Le economie moderne devono poter contare su un flusso di operazioni sicuro ed efficiente; i sistemi di pagamento sono la “rete idraulica” che permette alla moneta di fluire nell’economia. Target2 è un sistema di pagamento che consente il trasferimento di moneta tra le banche dell’UE in tempo reale. Questa funzione è definita regolamento lordo in tempo reale (real-time gross settlement, RTGS).

Hans Werner Sinn lo spiega chiaramente: “I crediti Target della Bundesbank rappresentano ormai quasi la metà (49%) delle attività nette sull’estero tedesche”. Al contrario, i debiti Target dei paesi sud-europei, Grecia, Italia, Portogallo e Spagna (GIPS) alla fine di ottobre avevano raggiunto 811 miliardi di Euro. Per i paesi GIPS queste transazioni sono un affare: possono scambiare titoli con una scadenza, un rendimento da pagare e in mano a investitori privati potenzialmente problematici con un debito puramente contabile, senza interessi, senza scadenza e nei confronti della loro banca centrale – istituzioni che secondo il Trattato di Maastricht avrebbero dovuto avere una responsabilità limitata e senza alcun obbligo di intervenire con pagamenti aggiuntivi.

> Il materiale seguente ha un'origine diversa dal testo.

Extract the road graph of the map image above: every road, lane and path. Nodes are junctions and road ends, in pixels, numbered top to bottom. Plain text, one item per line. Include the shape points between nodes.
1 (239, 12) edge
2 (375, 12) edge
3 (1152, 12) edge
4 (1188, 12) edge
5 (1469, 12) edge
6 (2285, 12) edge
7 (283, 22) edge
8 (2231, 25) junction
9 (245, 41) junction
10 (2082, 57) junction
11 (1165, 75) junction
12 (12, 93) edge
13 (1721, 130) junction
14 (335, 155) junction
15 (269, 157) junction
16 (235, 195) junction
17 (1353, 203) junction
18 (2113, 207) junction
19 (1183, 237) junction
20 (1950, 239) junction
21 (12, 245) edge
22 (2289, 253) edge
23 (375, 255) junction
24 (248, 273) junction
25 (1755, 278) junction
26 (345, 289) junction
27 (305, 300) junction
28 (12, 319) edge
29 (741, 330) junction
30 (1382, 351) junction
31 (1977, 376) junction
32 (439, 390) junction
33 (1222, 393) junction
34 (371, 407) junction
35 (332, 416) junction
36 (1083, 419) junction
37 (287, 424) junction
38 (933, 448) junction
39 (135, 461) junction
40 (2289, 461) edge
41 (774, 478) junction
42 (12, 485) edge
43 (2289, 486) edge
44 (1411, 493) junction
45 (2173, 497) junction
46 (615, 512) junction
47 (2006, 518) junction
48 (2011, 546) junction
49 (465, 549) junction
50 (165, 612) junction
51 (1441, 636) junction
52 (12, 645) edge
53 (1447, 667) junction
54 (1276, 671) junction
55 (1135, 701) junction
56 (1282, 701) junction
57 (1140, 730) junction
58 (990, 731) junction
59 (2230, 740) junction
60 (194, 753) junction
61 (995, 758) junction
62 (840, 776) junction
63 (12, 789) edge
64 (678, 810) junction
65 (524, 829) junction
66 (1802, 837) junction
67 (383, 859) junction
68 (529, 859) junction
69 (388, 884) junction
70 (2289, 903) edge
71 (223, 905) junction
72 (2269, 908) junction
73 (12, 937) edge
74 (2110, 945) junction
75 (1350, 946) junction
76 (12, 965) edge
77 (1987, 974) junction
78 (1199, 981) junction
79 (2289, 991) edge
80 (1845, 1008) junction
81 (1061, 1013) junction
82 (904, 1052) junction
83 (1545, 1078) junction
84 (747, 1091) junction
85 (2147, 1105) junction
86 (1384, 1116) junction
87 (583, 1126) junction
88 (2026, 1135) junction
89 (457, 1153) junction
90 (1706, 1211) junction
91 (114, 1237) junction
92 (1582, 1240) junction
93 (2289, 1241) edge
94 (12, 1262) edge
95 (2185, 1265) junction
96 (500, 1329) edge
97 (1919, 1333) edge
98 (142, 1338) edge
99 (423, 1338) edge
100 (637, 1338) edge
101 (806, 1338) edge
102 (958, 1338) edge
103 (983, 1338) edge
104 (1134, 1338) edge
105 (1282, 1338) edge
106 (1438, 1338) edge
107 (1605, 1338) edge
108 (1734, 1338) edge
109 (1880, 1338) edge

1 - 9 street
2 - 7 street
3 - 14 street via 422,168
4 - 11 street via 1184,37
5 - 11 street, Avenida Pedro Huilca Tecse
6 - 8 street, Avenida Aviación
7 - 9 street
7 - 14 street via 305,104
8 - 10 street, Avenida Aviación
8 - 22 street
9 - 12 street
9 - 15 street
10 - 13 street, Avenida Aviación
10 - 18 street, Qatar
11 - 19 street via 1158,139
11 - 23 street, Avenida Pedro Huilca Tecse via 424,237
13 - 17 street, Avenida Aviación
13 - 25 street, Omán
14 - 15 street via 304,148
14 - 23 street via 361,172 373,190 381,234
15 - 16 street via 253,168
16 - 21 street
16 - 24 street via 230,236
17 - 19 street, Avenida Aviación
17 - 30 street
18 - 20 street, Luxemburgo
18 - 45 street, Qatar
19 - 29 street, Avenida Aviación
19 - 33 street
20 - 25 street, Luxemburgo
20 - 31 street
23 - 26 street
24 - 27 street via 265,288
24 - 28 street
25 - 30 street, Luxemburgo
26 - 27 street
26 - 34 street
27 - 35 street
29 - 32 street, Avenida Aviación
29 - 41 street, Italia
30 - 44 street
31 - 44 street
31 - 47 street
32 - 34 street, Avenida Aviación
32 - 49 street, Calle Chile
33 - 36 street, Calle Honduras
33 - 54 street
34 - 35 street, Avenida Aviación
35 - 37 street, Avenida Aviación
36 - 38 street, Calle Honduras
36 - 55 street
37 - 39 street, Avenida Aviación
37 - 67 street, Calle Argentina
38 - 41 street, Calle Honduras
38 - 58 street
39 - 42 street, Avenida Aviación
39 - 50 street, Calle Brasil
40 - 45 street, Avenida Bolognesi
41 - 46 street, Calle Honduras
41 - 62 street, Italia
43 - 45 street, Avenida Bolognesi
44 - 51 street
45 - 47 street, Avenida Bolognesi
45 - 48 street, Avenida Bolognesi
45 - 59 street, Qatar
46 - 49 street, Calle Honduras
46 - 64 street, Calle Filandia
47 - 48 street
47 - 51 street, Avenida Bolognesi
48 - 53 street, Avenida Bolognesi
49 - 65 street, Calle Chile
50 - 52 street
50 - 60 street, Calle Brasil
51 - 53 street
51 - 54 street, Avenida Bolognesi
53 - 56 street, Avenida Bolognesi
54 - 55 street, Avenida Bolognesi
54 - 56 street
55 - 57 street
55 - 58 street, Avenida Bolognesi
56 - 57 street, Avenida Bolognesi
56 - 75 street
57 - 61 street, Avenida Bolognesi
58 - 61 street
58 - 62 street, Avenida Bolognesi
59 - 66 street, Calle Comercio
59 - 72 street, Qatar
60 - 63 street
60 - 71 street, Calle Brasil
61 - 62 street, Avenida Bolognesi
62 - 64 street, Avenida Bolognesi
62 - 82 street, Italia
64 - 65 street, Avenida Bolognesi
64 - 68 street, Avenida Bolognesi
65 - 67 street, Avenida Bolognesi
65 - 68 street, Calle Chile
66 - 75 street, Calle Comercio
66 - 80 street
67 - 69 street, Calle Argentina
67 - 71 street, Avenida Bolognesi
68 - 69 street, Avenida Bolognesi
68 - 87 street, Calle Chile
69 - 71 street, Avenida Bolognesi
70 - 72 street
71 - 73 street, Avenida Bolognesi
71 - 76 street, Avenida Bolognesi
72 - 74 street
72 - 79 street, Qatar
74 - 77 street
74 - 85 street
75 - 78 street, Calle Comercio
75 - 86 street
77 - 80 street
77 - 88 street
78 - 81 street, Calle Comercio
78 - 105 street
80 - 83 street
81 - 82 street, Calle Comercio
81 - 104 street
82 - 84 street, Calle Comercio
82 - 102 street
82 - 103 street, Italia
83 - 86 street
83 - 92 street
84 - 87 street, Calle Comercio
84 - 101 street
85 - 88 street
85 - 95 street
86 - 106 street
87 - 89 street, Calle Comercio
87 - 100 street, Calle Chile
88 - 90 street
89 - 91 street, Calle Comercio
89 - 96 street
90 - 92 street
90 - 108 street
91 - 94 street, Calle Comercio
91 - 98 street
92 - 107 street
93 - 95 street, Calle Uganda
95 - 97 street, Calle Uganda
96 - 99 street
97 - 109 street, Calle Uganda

Se il sistema dovesse saltare e questi paesi dovessero uscire dall’Euro, le banche centrali nazionali sarebbero fallite, in quanto i loro saldi Target sono denominati in Euro e i loro crediti nei confronti dei rispettivi stati e delle banche nazionali sarebbero convertiti nella nuova moneta svalutata. I crediti Target si dissolverebbero nell’aria, la Bundesbank e la banca centrale olandese potrebbero solo sperare che le altre banche centrali rimanenti intendano partecipare alle perdite.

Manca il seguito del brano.